I think in the end the consequences are going after the Saudis directly would have been far more of an issue than you or I could contemplate. Both in terms of their goodwill elsewhere in the region , and their presence in terms of oil. And yes, that was always a consideration, here. As it should be.

And of course there’s also the issue of the Iraqi government by no means being stable, whereas the Saudi government has been stable. The Democrats spent a good deal of their time complaining about how we lost prestige around the world by taking Iraq. However, what kind of prestige would it have cost us to go after the Saudis? I think trying to justify that action would have been far harder then our action in Iraq.

To you and I, perhaps, there’s arguably enough evidence there to at least make the discussion about such an action worthwhile. To the rest of the world ? I don’t think so.

In the ultimate sense Bush took the only path available.

May 27, 2009 - 6:09 pm 12. Eric Florack:

darn hand coding anyway.

May 27, 2009 - 6:10 pm 13. goy:

Hey Eric – there’s a Preview plugin available that works pretty well. Email me for details. Unless they think it will generate more traffic than their servers can handle, I’ve no idea why PJM isn’t using it.

May 27, 2009 - 7:50 pm 14. Dave Surls:

“So do we in fact, have Bush III in Obama?”

If you think Barack Obama is going to go after terrorists and state sponsors of terrorism the way George Bush did…you be dreaming.

May 28, 2009 - 12:57 am 15. Houdini:

Strange isn’t it? If he has found that he was wrong about something like that what else is he wrong about? Could spending money that we don’t have to attempt to stimulate the economy out of a recession which will only prolong it and make it cost even more. You would hope he would ask congress to cut at least half of it out of the bill.

Eric you didn’t close your anchor reference it would be The link without the spaces.

May 28, 2009 - 5:40 am 16. Eric Florack:

goy;

Well, yeah, I know about that plugin, but I don’t maintain the site. Heck, if I did I’d have gone back in and fixed the errors I made.

(Shrug)
Thanks, though.

May 28, 2009 - 12:06 pm 17. Eric Florack:

Hou: yeah, I know. Stupid mistake.
I hand code stuff at my own blog all the time, and have been a developer for years, but sometimes, the brain skips a beat.

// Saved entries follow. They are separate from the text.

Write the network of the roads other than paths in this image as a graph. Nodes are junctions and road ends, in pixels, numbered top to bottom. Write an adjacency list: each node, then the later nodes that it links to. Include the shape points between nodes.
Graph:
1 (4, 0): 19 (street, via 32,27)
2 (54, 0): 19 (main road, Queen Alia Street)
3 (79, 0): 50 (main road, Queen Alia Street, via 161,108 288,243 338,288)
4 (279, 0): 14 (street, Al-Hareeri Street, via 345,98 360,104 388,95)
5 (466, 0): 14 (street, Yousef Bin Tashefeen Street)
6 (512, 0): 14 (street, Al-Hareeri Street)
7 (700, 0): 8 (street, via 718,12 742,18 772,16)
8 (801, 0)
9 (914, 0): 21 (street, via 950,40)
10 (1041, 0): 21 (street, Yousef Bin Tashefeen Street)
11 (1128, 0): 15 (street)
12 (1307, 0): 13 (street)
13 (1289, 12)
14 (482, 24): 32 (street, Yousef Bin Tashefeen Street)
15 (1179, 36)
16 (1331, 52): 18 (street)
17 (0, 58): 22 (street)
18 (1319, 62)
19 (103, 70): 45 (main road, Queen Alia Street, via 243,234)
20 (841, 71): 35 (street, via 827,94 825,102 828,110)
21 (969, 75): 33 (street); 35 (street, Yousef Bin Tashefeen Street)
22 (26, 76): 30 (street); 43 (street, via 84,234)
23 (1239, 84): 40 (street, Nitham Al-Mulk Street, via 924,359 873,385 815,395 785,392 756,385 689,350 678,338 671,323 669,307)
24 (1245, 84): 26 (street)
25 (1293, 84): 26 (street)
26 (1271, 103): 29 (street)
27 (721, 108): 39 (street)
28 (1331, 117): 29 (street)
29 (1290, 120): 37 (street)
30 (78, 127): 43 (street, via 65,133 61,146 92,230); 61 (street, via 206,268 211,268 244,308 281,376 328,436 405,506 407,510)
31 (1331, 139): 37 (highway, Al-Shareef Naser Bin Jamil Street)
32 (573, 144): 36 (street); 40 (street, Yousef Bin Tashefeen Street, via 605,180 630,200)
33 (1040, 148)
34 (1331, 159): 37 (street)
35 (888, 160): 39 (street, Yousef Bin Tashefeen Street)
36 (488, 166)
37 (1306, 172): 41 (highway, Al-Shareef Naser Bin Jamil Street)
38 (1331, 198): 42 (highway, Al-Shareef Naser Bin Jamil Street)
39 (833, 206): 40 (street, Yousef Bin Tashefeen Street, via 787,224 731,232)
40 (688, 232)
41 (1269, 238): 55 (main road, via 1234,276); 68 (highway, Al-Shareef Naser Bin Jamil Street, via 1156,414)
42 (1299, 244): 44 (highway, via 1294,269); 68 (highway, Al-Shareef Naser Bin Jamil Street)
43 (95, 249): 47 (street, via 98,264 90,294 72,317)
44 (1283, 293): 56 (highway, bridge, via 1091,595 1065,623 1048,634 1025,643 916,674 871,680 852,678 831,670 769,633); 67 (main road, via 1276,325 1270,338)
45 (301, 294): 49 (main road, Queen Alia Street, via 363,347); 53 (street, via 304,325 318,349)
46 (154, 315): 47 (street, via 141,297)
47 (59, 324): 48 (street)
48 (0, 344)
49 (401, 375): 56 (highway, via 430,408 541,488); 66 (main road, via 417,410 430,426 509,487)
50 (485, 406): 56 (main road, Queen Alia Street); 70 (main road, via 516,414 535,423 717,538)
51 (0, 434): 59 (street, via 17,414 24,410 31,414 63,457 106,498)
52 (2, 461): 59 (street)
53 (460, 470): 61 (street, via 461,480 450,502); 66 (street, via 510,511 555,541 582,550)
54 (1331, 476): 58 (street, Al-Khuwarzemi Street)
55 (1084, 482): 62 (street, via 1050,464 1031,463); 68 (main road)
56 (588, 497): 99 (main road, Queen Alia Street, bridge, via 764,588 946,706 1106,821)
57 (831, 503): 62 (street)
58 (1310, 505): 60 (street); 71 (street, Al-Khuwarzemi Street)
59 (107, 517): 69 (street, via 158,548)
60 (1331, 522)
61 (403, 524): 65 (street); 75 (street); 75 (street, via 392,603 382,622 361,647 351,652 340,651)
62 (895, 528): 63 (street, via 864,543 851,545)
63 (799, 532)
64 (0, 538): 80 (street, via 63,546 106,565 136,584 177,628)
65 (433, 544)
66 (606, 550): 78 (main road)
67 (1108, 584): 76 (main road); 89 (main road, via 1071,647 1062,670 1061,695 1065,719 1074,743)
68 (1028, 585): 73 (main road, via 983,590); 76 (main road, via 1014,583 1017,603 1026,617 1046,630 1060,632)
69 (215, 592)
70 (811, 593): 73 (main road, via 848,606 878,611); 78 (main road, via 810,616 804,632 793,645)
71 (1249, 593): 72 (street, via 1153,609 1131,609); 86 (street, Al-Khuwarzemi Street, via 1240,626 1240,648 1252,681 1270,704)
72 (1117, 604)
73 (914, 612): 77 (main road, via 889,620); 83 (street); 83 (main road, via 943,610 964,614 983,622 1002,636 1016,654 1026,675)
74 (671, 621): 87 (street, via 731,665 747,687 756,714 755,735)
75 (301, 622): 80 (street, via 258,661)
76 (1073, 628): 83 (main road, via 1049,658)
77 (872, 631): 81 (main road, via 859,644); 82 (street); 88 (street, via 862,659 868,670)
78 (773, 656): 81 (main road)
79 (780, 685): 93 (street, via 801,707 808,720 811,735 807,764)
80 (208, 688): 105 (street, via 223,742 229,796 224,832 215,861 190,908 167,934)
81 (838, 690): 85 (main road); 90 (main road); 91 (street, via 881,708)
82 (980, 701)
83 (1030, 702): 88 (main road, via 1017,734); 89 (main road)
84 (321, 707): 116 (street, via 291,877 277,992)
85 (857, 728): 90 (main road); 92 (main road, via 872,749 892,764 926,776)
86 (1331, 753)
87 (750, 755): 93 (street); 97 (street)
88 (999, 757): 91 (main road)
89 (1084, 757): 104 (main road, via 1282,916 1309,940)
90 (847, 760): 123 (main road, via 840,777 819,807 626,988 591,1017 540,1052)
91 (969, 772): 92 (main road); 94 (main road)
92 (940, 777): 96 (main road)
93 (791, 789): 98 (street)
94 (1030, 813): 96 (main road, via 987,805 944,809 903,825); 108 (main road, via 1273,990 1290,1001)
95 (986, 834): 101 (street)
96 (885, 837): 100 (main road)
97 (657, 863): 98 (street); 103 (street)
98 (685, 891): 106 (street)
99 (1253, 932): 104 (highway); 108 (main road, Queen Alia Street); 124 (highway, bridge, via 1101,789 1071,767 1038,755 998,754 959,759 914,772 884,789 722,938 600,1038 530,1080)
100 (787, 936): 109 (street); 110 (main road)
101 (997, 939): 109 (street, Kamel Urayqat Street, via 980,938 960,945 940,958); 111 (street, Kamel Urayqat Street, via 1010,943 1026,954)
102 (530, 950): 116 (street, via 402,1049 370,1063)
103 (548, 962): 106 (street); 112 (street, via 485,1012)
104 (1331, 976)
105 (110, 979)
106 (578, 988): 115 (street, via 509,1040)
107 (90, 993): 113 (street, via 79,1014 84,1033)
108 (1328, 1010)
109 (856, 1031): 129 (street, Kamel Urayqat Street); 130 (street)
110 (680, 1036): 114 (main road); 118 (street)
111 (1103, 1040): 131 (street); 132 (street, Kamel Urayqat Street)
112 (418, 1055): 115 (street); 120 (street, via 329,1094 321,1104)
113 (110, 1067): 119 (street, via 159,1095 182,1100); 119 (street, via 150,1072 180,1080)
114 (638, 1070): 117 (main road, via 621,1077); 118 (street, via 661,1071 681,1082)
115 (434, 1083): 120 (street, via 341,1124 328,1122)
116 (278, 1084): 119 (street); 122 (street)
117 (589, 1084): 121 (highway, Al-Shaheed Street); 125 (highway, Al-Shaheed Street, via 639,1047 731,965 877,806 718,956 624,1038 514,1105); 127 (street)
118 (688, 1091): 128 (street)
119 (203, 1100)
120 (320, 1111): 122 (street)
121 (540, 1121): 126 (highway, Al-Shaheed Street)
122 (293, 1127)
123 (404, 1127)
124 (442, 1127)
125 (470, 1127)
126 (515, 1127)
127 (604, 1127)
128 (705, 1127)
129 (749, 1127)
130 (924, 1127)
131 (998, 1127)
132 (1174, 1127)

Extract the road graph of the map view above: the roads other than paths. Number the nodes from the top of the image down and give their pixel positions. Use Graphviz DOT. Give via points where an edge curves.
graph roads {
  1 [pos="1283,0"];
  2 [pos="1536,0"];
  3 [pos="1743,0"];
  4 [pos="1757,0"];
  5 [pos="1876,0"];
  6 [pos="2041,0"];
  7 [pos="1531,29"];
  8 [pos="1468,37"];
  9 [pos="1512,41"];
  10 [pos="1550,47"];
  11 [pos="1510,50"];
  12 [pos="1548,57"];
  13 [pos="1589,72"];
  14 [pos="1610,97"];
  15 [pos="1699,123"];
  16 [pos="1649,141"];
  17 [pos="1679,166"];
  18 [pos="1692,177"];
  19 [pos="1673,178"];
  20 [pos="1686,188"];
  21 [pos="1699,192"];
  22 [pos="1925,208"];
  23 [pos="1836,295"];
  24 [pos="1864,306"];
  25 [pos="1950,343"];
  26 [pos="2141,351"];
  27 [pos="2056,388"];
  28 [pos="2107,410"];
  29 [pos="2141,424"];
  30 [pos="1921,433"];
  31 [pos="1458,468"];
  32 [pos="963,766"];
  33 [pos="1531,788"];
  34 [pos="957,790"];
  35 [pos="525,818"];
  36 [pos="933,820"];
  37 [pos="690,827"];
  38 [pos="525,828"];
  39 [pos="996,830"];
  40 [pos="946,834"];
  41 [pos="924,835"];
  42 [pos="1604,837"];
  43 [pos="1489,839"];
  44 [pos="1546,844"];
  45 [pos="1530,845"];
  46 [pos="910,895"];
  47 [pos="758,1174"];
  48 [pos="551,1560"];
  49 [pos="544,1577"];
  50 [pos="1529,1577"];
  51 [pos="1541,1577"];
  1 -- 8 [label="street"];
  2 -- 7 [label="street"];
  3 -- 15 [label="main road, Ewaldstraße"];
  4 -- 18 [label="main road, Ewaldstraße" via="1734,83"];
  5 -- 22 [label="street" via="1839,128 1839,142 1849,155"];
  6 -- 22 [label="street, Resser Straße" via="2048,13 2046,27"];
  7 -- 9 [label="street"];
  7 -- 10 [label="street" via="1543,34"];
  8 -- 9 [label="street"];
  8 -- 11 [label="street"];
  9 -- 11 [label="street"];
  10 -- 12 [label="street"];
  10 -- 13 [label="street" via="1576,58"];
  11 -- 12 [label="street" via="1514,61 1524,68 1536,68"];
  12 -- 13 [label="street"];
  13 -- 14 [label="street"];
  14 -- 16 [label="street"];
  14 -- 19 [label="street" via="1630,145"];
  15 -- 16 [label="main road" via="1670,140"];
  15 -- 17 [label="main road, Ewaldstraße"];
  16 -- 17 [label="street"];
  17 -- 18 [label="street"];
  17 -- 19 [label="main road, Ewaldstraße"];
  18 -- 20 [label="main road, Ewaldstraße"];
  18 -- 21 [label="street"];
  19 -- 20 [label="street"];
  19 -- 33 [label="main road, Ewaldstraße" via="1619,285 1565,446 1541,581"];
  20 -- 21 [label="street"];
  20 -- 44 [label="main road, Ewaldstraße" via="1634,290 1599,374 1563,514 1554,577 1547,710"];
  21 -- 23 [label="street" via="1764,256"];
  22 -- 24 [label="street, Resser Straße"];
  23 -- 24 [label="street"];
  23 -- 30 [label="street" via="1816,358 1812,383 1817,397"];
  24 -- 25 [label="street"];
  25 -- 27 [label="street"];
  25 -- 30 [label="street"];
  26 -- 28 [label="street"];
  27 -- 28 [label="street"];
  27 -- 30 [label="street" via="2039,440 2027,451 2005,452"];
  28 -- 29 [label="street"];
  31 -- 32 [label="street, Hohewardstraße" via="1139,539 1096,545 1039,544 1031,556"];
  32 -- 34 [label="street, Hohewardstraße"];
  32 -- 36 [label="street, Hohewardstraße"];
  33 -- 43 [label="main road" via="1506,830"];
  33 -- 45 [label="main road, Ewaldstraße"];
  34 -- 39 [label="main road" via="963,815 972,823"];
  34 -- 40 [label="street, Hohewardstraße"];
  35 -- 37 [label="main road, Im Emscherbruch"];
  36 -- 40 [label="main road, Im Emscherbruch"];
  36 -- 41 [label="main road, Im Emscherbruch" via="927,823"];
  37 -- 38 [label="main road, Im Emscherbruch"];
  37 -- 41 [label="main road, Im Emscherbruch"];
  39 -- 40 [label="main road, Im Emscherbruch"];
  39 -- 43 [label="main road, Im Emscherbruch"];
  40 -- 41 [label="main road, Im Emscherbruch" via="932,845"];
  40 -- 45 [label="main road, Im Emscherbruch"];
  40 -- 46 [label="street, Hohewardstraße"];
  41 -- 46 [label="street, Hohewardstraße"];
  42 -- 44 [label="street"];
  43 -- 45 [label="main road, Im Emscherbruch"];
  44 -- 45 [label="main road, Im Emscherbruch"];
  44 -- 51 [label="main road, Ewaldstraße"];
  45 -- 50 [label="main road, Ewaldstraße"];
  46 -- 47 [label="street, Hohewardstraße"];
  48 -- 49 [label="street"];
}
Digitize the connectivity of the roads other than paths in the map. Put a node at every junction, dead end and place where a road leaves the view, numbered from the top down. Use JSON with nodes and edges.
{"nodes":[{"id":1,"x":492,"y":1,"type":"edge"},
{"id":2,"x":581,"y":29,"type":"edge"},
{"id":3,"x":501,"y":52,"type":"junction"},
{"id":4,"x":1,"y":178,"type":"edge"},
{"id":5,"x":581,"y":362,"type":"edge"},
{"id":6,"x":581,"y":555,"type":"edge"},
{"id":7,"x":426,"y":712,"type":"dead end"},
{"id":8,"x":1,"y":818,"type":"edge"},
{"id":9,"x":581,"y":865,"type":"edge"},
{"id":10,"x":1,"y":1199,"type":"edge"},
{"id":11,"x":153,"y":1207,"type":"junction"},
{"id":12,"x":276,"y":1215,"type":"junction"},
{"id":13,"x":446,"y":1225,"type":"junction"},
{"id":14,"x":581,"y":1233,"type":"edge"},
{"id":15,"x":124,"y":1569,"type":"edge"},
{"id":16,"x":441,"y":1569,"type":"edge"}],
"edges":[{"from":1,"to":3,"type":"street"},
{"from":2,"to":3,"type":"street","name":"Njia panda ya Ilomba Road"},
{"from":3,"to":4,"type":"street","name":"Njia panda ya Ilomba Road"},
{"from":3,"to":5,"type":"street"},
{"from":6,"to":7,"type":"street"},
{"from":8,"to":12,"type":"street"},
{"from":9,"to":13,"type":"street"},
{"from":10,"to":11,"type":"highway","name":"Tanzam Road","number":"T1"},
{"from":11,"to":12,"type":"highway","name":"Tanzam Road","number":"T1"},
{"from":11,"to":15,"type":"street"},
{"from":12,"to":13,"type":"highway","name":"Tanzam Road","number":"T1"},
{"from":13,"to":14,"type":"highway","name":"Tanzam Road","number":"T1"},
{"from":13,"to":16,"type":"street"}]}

Strange isn’t it? If he has found that he was wrong about something like that what else is he wrong about? Could spending money that we don’t have to attempt to stimulate the economy out of a recession which will only prolong it and make it cost even more. You would hope he would ask congress to cut at least half of it out of the bill.

And there it is.

May 28, 2009 - 12:09 pm 18. Mr. M:

What total BS.

Obama is justifying Bush policies only in that they both work for the same people (not us). Obama needs to perpetuate this phony “war on terror” and promote the lies of 9/11 alive, in addition to keeping a steady march in destroying our country and turning it into a total tyrannical police state.

May 29, 2009 - 7:04 am 19. flickervertigo:

we need to continue torturing so we can obtain confessions from patsies blamed for the false flags we employ to provide justification for our war on terror.

obama has come to realize all that, especially since he’s seen how real evidence against the patsies is gonna be hard to come by because the patsies are innocent.

May 29, 2009 - 3:44 pm 20. Brian:

Its amazing.Now the prez says Bush/Cheney were right after all it seems.Whats it like eating crow there Obama?

May 29, 2009 - 7:37 pm 21. Mr. M:

If Bush polices were so right, how than does that explain the mess we’re in?

May 29, 2009 - 10:25 pm 22. Bsmith:

Mr. M

The mess we are inks due the the democrats -Bill Clinton- Forcing the mortgage
Companies like fanni mae to soften the lending policies to allow more people to purchase homes. The new York times even ran an article from fanni mae stating they forcasted a collaps on the bankng industry if Clinton did not stop pressuring the banks to allow risky loans. I have watched the country soak up the baseless retoric of Obama, the liberal media brainwash or country, and because of the collective stupidity of the populace we are all suffereong again. Wake the F…. Up!!!